Just saw Rush with stand up guy William Hans Kennedy. I enjoyed it pretty thoroughly. It's really not quite what I was expecting from the trailer. The focus in the film was distributed pretty evenly between the two rival characters, and I really liked that a lot. I appreciate what the movie had to say about enemies. It made me want one, and it made me want to do something competitive.
My first week of work went well, I'd say. I got a chance to do some actual work on Friday, and was pretty pleased with what it was like. We'll see how it holds up in the coming weeks, but I'm not even these next few weeks will be a sturdy gauge on how the job is going to be in the long run. Some hectic stuff is going to be happening, but it's only going to be happening once, and then probably never again so long as I work there.

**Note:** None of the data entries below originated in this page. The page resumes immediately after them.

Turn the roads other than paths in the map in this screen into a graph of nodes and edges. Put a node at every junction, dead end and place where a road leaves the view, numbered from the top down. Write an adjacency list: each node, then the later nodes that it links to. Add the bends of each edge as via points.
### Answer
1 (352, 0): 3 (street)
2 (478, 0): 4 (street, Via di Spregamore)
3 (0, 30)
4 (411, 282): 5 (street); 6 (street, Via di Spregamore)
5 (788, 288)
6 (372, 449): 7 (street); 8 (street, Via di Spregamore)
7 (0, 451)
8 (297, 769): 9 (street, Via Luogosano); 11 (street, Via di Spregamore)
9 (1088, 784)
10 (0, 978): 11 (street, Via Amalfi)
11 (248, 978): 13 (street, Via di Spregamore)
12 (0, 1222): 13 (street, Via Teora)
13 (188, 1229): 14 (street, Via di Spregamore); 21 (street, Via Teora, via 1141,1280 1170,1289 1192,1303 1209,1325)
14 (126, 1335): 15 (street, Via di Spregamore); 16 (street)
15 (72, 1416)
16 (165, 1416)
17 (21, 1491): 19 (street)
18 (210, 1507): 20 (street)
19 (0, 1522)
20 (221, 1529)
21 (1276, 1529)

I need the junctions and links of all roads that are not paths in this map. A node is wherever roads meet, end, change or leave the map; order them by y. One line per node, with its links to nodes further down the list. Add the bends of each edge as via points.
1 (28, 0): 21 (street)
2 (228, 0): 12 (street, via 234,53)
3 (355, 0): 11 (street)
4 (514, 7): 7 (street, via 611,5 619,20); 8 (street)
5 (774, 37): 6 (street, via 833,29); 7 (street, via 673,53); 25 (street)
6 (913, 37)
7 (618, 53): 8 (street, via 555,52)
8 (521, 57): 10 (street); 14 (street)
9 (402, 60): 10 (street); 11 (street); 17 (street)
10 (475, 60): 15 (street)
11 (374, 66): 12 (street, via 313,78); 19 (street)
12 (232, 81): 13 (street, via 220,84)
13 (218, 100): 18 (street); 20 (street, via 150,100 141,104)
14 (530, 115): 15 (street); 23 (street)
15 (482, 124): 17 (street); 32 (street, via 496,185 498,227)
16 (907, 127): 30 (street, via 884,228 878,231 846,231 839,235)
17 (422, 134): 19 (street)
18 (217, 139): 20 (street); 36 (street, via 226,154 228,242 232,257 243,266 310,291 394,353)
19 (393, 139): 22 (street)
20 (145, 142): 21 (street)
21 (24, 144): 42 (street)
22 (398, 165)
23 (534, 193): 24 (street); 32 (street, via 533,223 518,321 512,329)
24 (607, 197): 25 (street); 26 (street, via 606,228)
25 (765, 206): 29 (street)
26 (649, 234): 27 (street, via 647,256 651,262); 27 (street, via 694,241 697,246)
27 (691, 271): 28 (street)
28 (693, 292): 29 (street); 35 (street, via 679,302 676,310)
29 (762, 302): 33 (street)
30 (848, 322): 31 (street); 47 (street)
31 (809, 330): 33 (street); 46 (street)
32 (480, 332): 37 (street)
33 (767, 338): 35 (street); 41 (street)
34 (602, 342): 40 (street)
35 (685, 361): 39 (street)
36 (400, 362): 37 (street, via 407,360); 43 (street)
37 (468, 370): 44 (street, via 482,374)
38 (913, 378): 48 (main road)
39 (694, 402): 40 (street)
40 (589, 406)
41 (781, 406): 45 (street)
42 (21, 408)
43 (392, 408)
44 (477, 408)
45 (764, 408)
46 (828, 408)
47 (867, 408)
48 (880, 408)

I've been having trouble writing. I wouldn't really say I've had trouble with time management. I don't have as much time as I'd like, but who does? It's mostly the stories, I think. Or maybe it's me. They're becoming uninteresting, or feel too unstable to attempt to fix.
I've always told myself that the reason I write is to provide an escape, to give back to the world of fiction, to throw my hat in the ring with the other story makers. Whenever I sit down to write though, I always end up saying something, or at least trying to. Trying to teach the reader some valuable nugget of wisdom, or at least give them the tools to learn on their own. That's not at all intentional. It is, however, completely natural, and it's giving me trouble.
So, realizing this has sort of forced me to wrestle with my stories. I've come to accept something that I've attempted to deny for quite some time now. It's making things difficult, at least for now. I don't think I'm well read enough. I might try to focus on that more in the near future. I've got a weakness when it comes to finishing things. Hopefully reading more will help me discover something to stick with.
I'm not disappointed in the writing I've done. It's been a lot, and it's helped me grow. I'm not sure it's what I want to stick with though. We'll see. I'm not going to be throwing it in the trash or anything. Just shelving it while I try to find myself I guess.